Game 3 at Globe Life Field

Javier is coming off a clutch Game 3 performance in the ALDS. As I suggested in my article preceding Game 3, Javier appeared to be more like the “old Javier” in his last four games of the regular season. In those four games, Javier had a Batting Average-Against of .190. And in ALDS Game 3, the Batting Average Against was an even lower .093. The ability to suppress hits is a characteristic of the “old Javier,” as indicated by his participation in two no hitters in 2022.

However, keep in mind that the Rangers have a different approach to hitting than the Twins. Javier has to avoid throwing too many balls and issuing walks against the Rangers. Although he allowed no runs against the Twins, he issued 5 walks.

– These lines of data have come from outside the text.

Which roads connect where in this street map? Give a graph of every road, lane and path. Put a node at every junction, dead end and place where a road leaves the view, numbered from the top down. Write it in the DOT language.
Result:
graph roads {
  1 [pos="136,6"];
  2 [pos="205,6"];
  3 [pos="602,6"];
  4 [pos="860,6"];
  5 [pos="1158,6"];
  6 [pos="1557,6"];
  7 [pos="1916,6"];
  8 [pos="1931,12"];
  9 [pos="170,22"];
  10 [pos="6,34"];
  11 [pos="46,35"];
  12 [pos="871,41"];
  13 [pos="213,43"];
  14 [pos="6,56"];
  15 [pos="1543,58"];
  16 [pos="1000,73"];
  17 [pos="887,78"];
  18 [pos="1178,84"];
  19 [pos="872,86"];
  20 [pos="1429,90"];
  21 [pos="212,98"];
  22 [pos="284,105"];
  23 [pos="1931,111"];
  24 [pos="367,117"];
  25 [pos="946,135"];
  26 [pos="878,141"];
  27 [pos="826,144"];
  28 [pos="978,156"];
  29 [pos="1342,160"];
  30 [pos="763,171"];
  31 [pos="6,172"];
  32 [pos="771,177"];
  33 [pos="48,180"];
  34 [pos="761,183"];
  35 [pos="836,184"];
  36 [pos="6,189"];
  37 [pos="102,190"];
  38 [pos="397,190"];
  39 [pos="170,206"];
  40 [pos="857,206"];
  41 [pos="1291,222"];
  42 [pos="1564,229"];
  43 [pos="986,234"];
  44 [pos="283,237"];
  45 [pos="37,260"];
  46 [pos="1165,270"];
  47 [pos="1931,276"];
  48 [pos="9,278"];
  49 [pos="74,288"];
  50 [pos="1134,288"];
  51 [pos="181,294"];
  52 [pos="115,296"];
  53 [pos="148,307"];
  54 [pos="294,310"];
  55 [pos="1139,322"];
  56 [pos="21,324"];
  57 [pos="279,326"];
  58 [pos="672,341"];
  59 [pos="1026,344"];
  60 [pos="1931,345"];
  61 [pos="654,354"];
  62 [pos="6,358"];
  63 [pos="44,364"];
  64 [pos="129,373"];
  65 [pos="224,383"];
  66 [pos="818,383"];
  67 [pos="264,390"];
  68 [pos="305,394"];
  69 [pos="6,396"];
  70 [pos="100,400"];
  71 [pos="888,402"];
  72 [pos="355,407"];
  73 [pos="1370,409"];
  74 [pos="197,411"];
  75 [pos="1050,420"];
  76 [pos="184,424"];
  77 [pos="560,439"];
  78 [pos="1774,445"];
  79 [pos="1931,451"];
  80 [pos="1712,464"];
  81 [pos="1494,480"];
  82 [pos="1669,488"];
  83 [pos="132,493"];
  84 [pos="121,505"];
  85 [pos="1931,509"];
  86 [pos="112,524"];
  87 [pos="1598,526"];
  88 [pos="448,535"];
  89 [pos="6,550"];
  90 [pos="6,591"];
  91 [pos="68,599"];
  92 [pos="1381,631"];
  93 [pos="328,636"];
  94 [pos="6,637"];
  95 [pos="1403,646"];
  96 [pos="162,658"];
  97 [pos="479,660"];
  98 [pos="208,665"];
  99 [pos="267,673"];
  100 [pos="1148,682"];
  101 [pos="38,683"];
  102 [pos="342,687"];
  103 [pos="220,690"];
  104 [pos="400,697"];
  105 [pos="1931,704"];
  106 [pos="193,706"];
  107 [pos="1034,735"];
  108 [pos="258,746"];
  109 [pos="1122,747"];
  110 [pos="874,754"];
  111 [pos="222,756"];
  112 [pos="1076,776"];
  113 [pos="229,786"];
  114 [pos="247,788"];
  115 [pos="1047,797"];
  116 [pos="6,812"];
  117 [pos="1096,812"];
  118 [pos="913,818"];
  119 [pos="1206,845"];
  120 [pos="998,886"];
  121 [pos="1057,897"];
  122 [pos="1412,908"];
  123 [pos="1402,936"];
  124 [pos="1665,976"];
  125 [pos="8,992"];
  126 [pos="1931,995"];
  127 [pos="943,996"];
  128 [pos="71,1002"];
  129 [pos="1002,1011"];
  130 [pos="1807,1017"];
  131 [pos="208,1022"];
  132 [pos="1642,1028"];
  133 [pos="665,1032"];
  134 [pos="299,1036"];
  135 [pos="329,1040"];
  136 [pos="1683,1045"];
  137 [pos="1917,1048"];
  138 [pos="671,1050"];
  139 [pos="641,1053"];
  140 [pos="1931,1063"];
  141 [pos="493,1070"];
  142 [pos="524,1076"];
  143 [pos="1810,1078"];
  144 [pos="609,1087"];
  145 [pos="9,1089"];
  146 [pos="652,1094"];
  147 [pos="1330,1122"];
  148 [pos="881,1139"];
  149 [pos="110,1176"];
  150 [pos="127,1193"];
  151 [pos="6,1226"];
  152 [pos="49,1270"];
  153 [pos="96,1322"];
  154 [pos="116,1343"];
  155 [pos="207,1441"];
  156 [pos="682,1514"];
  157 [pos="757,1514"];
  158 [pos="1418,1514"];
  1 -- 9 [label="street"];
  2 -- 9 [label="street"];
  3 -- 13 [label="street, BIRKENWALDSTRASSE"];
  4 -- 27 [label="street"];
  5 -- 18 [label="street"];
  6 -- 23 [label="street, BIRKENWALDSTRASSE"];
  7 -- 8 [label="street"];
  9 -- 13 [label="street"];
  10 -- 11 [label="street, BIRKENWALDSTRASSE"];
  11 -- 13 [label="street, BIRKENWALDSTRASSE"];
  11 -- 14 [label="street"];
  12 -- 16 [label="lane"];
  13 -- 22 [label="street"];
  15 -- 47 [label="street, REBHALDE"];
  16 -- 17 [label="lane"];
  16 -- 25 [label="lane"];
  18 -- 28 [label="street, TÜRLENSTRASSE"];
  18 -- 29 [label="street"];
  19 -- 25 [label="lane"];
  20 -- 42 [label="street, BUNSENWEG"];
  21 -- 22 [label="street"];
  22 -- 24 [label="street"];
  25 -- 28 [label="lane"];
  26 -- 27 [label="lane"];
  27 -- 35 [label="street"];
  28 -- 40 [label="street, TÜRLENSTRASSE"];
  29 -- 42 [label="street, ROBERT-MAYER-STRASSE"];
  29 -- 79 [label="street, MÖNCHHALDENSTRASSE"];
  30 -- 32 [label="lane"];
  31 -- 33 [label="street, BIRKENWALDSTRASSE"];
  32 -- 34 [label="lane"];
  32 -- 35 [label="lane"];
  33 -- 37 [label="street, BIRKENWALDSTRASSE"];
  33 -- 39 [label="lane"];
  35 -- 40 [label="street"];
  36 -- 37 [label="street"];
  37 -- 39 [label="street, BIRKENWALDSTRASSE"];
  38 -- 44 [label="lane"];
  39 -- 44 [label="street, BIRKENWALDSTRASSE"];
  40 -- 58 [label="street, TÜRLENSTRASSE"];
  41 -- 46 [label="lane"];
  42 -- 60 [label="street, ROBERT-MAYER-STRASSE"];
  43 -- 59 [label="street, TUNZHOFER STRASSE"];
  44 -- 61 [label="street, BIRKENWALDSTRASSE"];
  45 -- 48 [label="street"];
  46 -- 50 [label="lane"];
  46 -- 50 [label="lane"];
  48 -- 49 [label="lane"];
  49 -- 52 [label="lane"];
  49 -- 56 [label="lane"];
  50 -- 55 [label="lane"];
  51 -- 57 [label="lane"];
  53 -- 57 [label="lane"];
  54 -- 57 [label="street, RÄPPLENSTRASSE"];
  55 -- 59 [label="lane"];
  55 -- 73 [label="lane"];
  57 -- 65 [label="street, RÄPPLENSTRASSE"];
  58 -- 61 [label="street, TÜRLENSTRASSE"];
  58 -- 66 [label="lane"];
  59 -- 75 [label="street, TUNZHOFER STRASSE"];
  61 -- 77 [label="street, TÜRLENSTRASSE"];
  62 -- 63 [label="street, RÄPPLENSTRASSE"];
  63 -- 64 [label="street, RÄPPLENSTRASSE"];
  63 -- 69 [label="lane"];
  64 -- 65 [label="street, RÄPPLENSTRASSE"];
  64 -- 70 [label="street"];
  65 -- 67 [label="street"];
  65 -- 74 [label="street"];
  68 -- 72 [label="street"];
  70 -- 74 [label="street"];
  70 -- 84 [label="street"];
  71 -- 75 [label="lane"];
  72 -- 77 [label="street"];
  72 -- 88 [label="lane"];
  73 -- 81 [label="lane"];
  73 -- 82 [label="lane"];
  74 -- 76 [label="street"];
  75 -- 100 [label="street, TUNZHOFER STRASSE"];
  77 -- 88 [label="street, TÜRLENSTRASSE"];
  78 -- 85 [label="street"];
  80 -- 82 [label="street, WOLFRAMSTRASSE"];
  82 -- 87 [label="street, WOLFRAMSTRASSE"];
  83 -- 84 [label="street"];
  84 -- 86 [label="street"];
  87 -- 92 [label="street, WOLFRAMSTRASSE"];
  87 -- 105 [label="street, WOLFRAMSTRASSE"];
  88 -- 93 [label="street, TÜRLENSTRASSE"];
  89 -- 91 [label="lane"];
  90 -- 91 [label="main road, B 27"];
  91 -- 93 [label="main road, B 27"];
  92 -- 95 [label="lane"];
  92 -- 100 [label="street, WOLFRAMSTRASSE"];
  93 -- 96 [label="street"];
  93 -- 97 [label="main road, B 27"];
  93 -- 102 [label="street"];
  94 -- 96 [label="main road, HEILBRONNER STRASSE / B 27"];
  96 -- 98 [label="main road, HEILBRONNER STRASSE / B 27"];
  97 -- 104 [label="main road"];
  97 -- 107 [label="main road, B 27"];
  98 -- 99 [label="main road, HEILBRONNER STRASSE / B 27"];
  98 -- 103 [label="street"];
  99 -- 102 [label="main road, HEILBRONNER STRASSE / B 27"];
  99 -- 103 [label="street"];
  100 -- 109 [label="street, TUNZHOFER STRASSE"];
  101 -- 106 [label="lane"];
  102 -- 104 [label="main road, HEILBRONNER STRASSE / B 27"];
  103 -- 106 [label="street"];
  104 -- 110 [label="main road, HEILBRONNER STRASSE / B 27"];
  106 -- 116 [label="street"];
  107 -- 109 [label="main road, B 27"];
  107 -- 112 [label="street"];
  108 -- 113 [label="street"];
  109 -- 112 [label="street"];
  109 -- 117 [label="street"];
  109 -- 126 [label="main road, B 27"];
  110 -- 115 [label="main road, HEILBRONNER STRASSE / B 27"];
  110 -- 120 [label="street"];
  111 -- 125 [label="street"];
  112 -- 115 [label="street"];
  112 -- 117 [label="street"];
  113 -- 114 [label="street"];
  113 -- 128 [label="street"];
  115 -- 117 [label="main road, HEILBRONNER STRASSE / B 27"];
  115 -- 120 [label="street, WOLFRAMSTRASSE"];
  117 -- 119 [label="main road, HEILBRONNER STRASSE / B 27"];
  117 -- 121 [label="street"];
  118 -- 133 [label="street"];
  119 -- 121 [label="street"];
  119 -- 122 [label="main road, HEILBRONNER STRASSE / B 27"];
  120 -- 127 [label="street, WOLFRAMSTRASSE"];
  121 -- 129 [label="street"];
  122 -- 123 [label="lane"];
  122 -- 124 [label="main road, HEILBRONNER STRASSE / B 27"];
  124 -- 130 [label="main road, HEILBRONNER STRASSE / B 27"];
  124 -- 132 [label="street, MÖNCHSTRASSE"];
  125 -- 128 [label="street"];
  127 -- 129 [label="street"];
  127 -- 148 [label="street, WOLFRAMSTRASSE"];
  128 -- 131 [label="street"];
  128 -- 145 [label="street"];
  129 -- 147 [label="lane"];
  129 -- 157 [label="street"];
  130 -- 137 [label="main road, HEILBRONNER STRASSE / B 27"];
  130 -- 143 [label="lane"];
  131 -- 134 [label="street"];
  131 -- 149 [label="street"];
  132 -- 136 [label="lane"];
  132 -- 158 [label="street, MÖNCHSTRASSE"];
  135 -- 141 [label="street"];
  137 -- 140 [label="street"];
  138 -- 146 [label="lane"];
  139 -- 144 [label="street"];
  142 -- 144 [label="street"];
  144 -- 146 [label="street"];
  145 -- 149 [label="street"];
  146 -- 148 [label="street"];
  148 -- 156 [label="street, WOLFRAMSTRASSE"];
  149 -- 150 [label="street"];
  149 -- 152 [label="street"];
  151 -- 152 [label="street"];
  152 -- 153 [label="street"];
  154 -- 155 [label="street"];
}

The Rangers don’t strike out as much as the Twins, and it can be very dangerous to issue that many walks to them.

The Astros’ offense appears schizophrenic at times. So far this post season, the Astros’ offense has been mostly Yordan Alvarez. Yordan Alvarez has scored or driven in 18 of the Astros’ 24 runs this postseason. (Credit: Chandler Rome) Jose Altuve, Kyle Tucker, and Chas McCormick are bats that the Astros relied upon for big WPA swings in the regular season, but they have been relatively quiet this post season. Jose Abreu came on strong in the ALDS, but he has been quieter so far in the ALCS. You can see who needs to improve this series.

It’s odd to say, but we are hopeful that leaving MMP and going to Globe Life Field will rejuvenate those bats. The Astros have been offensive road warriors this season.

Astros ALCS Odds

The ZIPS game-by-game odds are shown on Fangraphs. Before Game 1, the Astros’ probability of winning the ALCS was 59%. After the two losses at home, the odds have dropped to 20%.

The silver lining is that if the Astros succeed in winning the next two games, the odds will again shift in favor of an Astros’ ALCS series win. The ZIPS model favors the Astros to win Games 5, 6, and 7.